Resource: Getting to the Roots of School Segregation: The Challenges of Housing Remedies in Northern School Desegregation Litigation

By: Erin C. Nave

January 1, 2009

The critical relationship between racially identifiable neighborhoods in northern cities and school segregation has been recognized by scholars, lawyers and courts for decades. However, despite this close interrelationship, civil rights attorneys have been frustrated in attempts to gain the courts' approval of combined school and housing remedies. This essay seeks to illustrate the challenges of winning housing remedies in northern school desegregation cases: (1) proving causation in combined school and housing claims is difficult and requires more resources than most plaintiffs are willing or able to expend; and (2) the Justice Department remains either unable or unwilling to tackle both issues at once.
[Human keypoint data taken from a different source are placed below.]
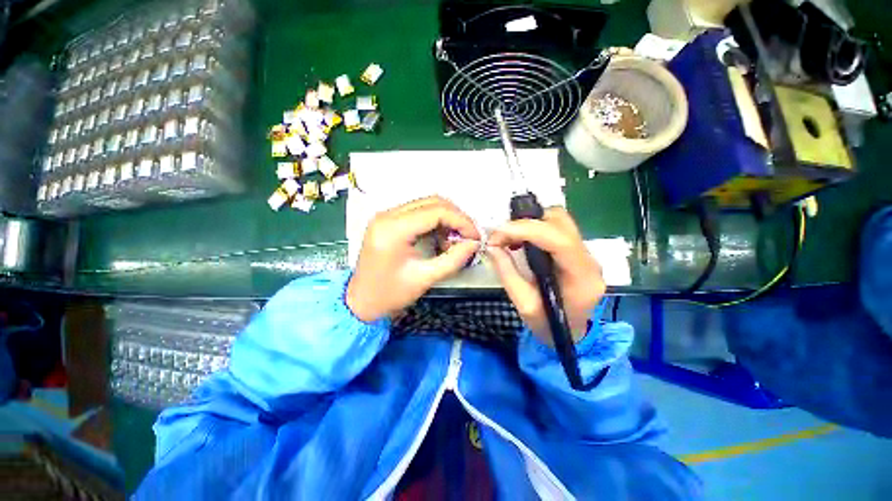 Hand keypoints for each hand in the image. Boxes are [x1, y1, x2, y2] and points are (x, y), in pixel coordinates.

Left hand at [347, 196, 480, 321]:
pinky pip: (418, 213)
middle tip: (468, 237)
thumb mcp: (425, 278)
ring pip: (426, 204)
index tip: (475, 237)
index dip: (461, 221)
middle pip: (432, 202)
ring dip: (446, 219)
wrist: (360, 302)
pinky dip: (435, 222)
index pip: (436, 211)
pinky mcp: (388, 221)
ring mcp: (386, 216)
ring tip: (454, 241)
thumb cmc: (389, 295)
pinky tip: (440, 239)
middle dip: (456, 217)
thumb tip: (474, 244)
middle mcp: (387, 215)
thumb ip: (453, 259)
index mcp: (393, 229)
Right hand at [487, 208, 604, 343]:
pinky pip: (556, 228)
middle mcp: (590, 260)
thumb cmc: (548, 325)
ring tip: (510, 237)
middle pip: (562, 222)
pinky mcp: (576, 250)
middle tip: (503, 236)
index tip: (499, 233)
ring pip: (559, 220)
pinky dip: (534, 228)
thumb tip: (492, 246)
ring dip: (531, 223)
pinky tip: (521, 240)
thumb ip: (507, 273)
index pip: (560, 241)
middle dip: (528, 222)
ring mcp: (586, 253)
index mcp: (582, 278)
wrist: (570, 333)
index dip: (527, 230)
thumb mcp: (524, 305) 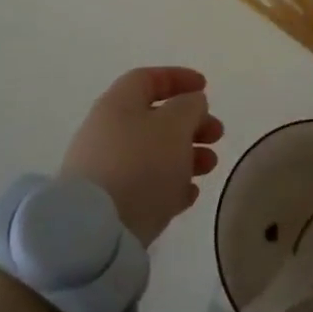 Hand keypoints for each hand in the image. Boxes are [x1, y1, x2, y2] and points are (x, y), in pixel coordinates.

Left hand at [60, 67, 224, 244]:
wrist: (95, 233)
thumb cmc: (139, 165)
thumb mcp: (174, 126)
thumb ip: (189, 107)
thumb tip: (191, 103)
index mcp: (118, 103)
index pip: (148, 79)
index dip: (179, 79)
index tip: (206, 88)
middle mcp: (107, 131)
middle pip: (154, 118)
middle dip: (190, 123)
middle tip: (217, 135)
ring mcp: (105, 170)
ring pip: (153, 153)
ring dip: (186, 155)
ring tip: (210, 167)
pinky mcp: (108, 205)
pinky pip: (144, 185)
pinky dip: (170, 184)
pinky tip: (190, 195) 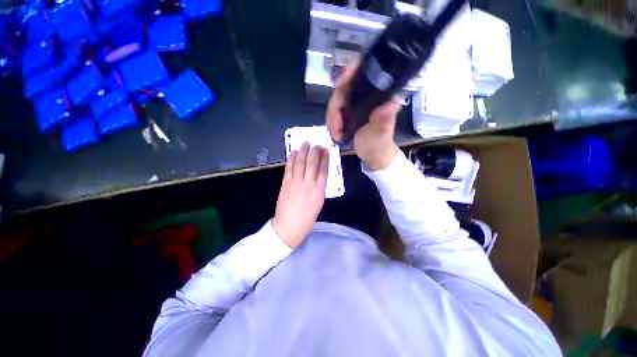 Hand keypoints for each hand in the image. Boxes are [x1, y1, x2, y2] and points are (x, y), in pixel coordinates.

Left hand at [272, 142, 329, 248]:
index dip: (324, 158)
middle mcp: (309, 184)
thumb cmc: (307, 217)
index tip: (325, 150)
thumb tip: (319, 175)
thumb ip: (319, 188)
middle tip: (316, 144)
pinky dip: (292, 159)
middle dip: (314, 151)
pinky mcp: (286, 183)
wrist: (289, 226)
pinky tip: (294, 152)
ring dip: (303, 151)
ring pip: (300, 163)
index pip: (323, 170)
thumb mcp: (319, 203)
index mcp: (319, 190)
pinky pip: (289, 168)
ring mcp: (296, 182)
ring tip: (305, 143)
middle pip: (312, 163)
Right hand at [326, 66, 400, 170]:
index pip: (362, 75)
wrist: (373, 155)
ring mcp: (354, 104)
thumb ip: (383, 120)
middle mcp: (364, 96)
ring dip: (332, 120)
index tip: (339, 84)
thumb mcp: (380, 134)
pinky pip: (333, 112)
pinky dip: (332, 123)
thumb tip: (392, 102)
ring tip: (336, 135)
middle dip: (334, 110)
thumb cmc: (378, 144)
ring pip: (335, 102)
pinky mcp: (347, 112)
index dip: (349, 75)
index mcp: (377, 96)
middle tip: (336, 130)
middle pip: (342, 90)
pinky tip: (336, 133) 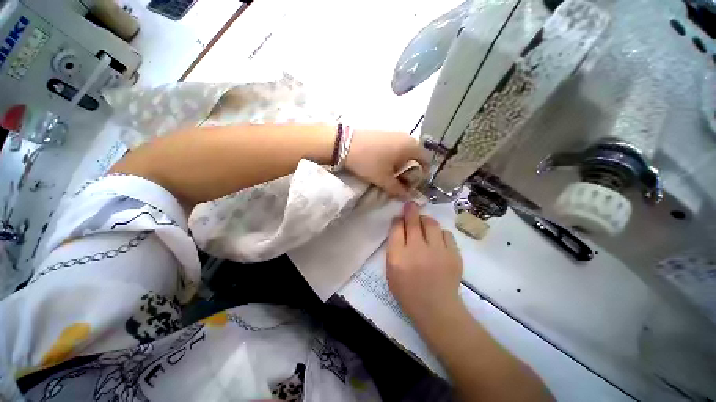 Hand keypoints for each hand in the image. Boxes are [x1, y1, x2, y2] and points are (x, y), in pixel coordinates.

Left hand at [345, 130, 427, 198]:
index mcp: (411, 146)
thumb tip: (409, 197)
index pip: (426, 161)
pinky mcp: (385, 134)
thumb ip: (399, 190)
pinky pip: (396, 147)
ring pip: (405, 152)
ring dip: (402, 165)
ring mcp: (395, 133)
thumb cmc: (369, 162)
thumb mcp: (384, 179)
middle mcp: (407, 137)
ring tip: (392, 175)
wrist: (344, 144)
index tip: (413, 185)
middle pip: (416, 157)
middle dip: (412, 171)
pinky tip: (384, 164)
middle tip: (402, 182)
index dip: (422, 175)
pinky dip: (395, 157)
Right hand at [387, 202, 463, 325]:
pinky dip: (440, 233)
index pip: (396, 228)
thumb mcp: (391, 272)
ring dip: (425, 220)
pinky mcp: (453, 255)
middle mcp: (417, 251)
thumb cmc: (408, 292)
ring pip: (431, 223)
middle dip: (410, 210)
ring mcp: (437, 252)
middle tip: (410, 204)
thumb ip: (393, 248)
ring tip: (424, 222)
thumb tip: (398, 227)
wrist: (437, 310)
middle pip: (413, 222)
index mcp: (398, 257)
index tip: (399, 217)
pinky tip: (437, 239)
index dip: (398, 219)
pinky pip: (446, 234) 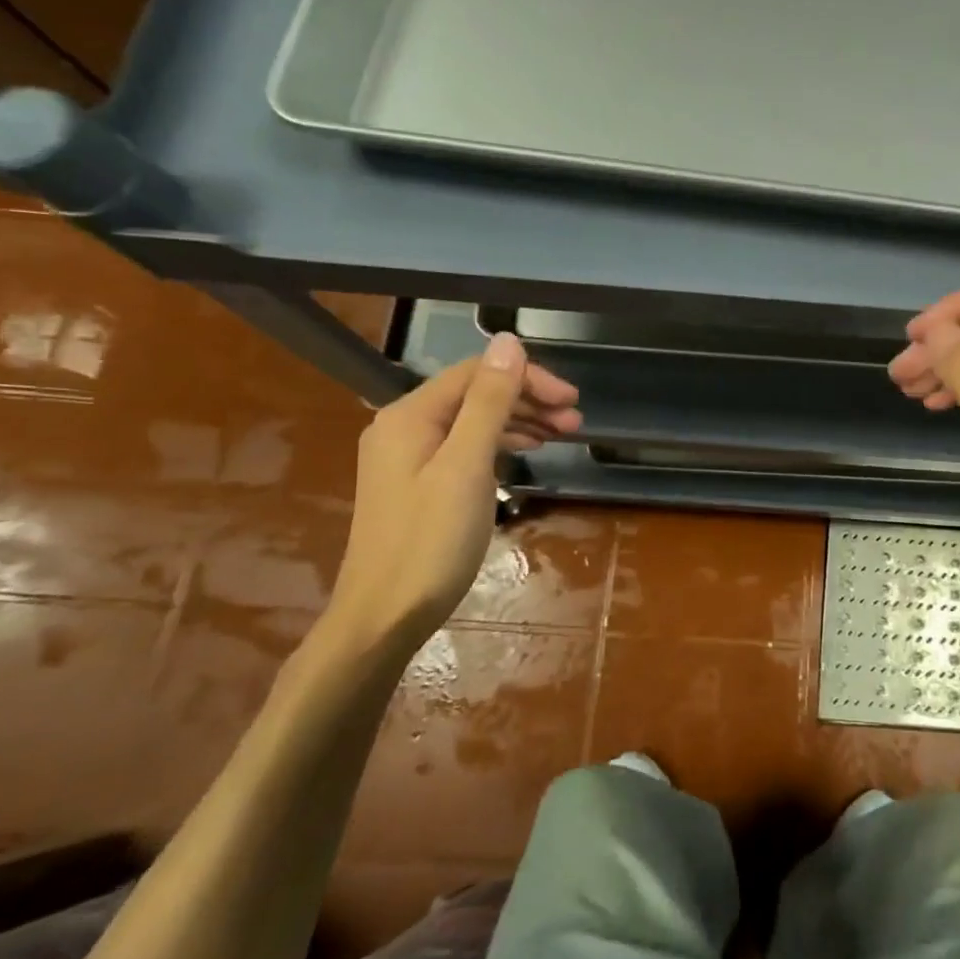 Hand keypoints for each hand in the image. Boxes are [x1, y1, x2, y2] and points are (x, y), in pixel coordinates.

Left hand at [327, 333, 581, 651]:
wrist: (384, 616)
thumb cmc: (430, 541)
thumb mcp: (467, 466)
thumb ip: (489, 402)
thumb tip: (508, 341)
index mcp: (411, 415)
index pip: (478, 373)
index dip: (529, 378)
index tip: (573, 401)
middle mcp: (405, 426)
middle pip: (476, 394)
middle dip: (528, 400)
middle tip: (575, 420)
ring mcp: (409, 456)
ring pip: (473, 421)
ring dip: (519, 421)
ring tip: (562, 435)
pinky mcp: (418, 483)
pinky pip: (465, 446)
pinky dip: (500, 444)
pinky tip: (527, 452) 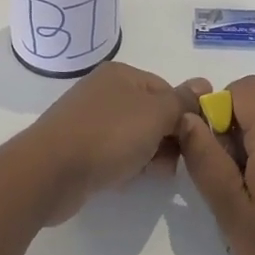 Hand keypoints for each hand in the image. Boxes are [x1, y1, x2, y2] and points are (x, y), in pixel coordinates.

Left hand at [23, 62, 209, 224]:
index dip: (184, 115)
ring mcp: (89, 120)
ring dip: (149, 154)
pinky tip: (128, 179)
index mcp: (121, 74)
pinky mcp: (79, 148)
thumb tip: (204, 84)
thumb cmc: (108, 136)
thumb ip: (182, 101)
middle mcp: (104, 91)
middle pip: (150, 113)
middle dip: (168, 138)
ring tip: (153, 174)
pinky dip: (126, 164)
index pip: (166, 90)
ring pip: (134, 136)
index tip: (194, 141)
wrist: (50, 172)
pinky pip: (114, 153)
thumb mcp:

Despite these obstacles, evidence of residential segregation has still historically played a significant strategic role. This essay highlights the Indianapolis Public Schools litigation, U.S. v. Board of School Commissioners of the City of Indianapolis, as an example of how litigators were able to gain an interdistrict school desegregation plan which included a significant, though limited, housing remedy. As the isolation and re-segregation of urban school districts in northern cities continues, it is essential that the Justice Department and civil rights organizations re-examine the critical relationship between housing and schools.